A structural shift, not a temporary phase
In my view, this isn’t a short-term correction or a post-pandemic blip – it’s a deeper realignment in how professional services are structured and delivered. With each redundancy cycle, more senior talent gets displaced from the traditional firm model.
Collective and fractional models are increasingly filling that gap. A growing number of lean, senior-led businesses are deliberately avoiding fixed offices and permanent payrolls, instead pulling in specialist expertise around clearly defined client problems on an as-needed basis.
One example of this shift is the business I lead, Art of the Possible, a marketing services collective operating across New Zealand and Australia. Rather than maintaining a central office or permanent in-house teams, we draw from a distributed pool of senior specialists in both markets, assembling blended teams based on relevance and experience rather than geography.
We don’t think in terms of separate New Zealand or Australian divisions – just the best mix of specialist experience for the problem in front of them at any given time.
Increasingly, the idea of the collective is extending beyond the boundaries of a single business model. What I’m seeing more often is a wider, informal alignment between like-minded operators across disciplines – marketing referring into legal, legal into accounting, accounting into IT.

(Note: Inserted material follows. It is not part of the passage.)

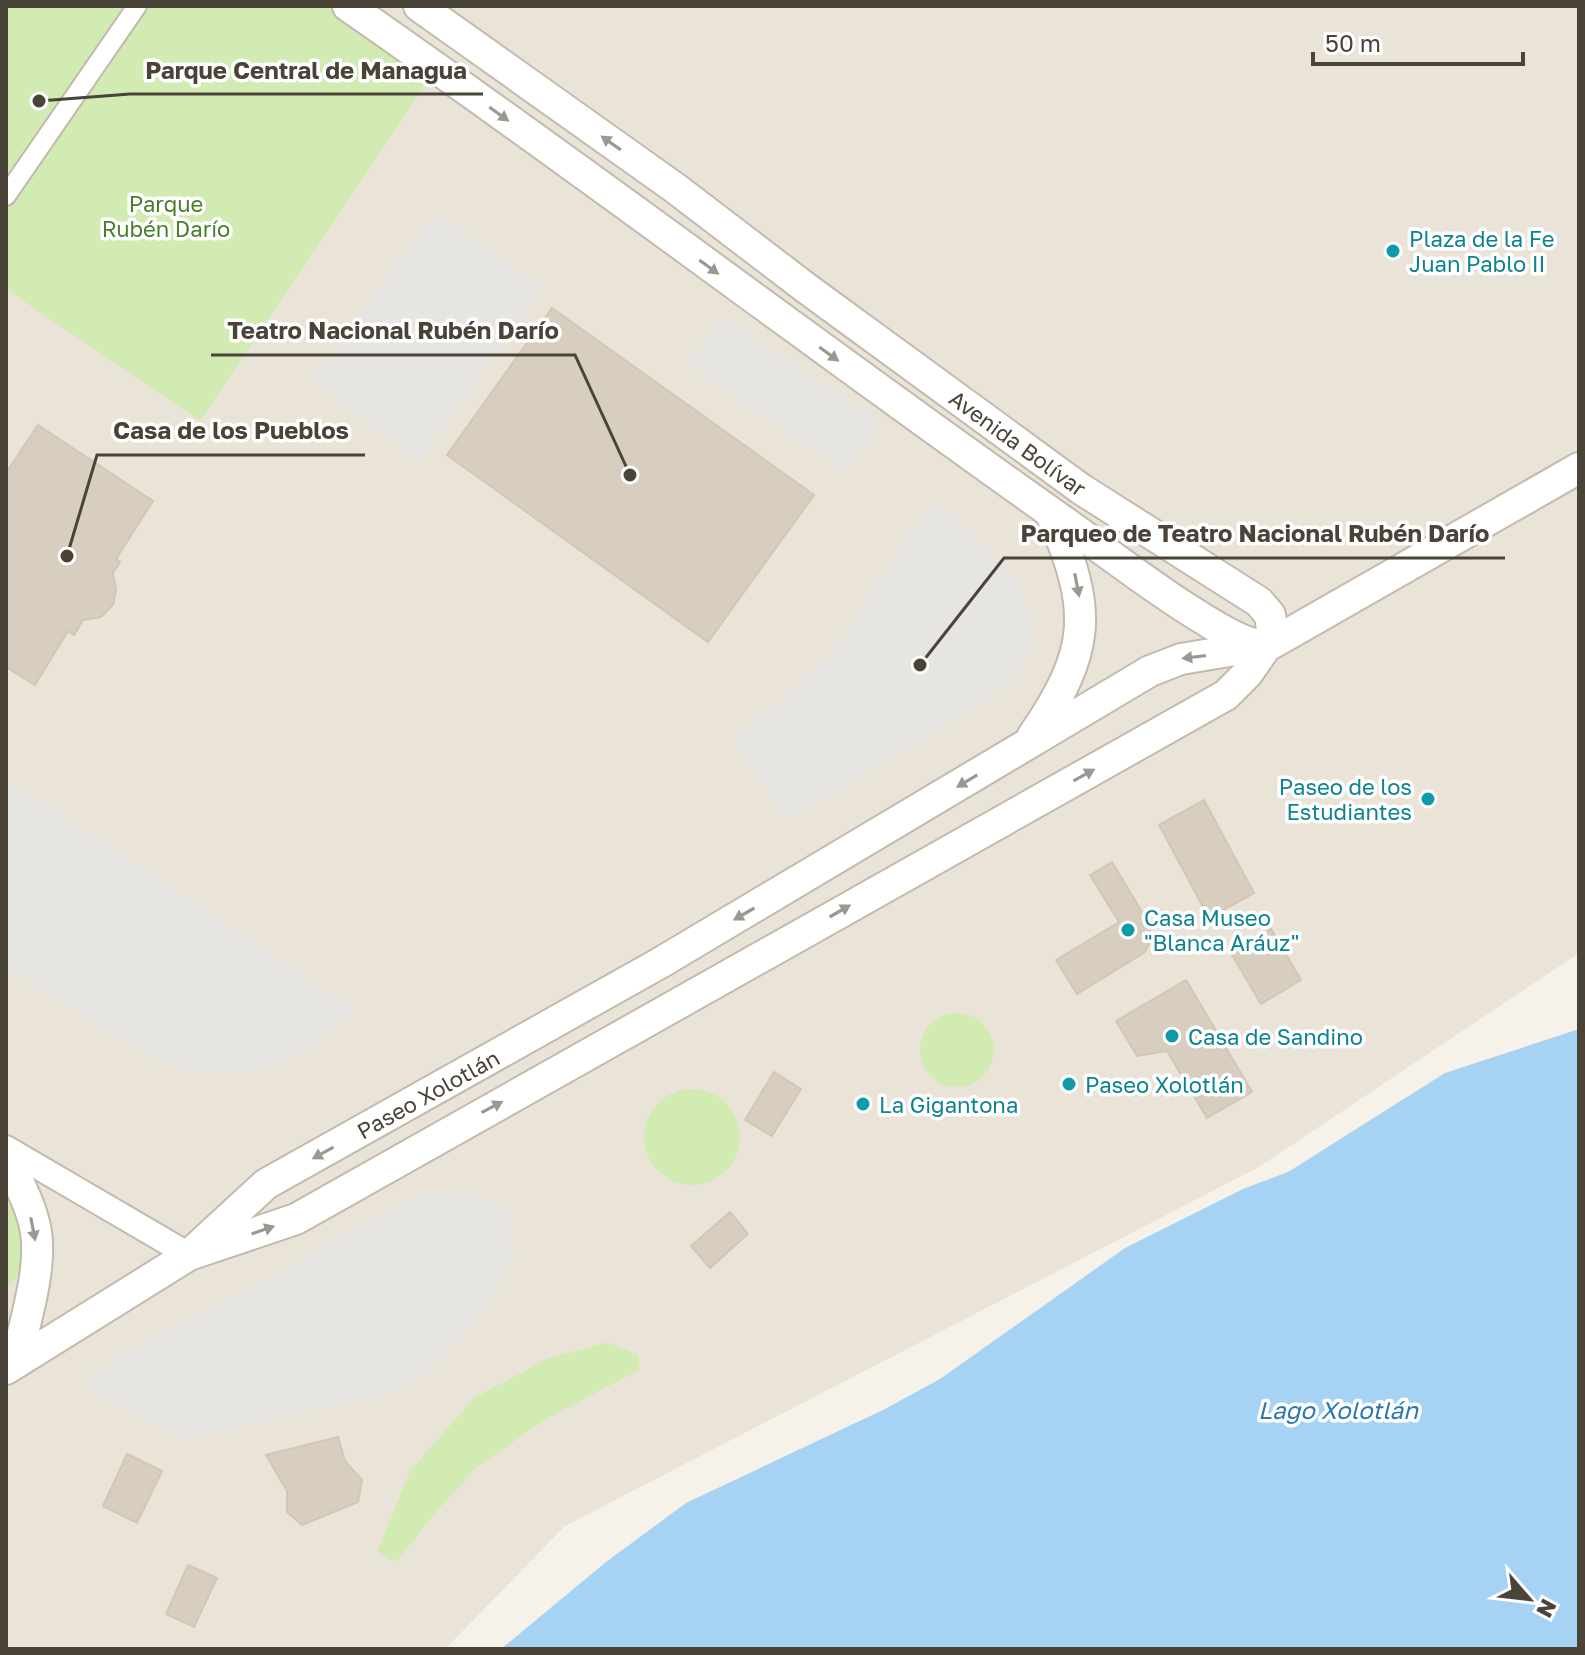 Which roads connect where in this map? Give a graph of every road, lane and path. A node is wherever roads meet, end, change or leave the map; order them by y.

These aren’t conglomerates or bundled service providers, but independent businesses choosing to collaborate where their capabilities are complementary and non-competing. It’s a distributed network of mutual referrals built on trust, shared standards, and a common mindset – where value is passed not just within teams, but between them. For the client, the benefit is seamlessness without mark-up. For the businesses involved, it’s a way to broaden relevance without diluting focus.
And it’s not just marketing adopting a new way of working. One accountancy firm has been a fully online firm from day one and another legal firm operates with lawyers working remotely.
To me, models like these reflect a broader shift in client expectations. More businesses are less concerned with offices and more focused on outcomes, tangible progress on real commercial problems, delivered by people with relevant experience.
Adam Brami is the director ANZ of the Art of the Possible Agency.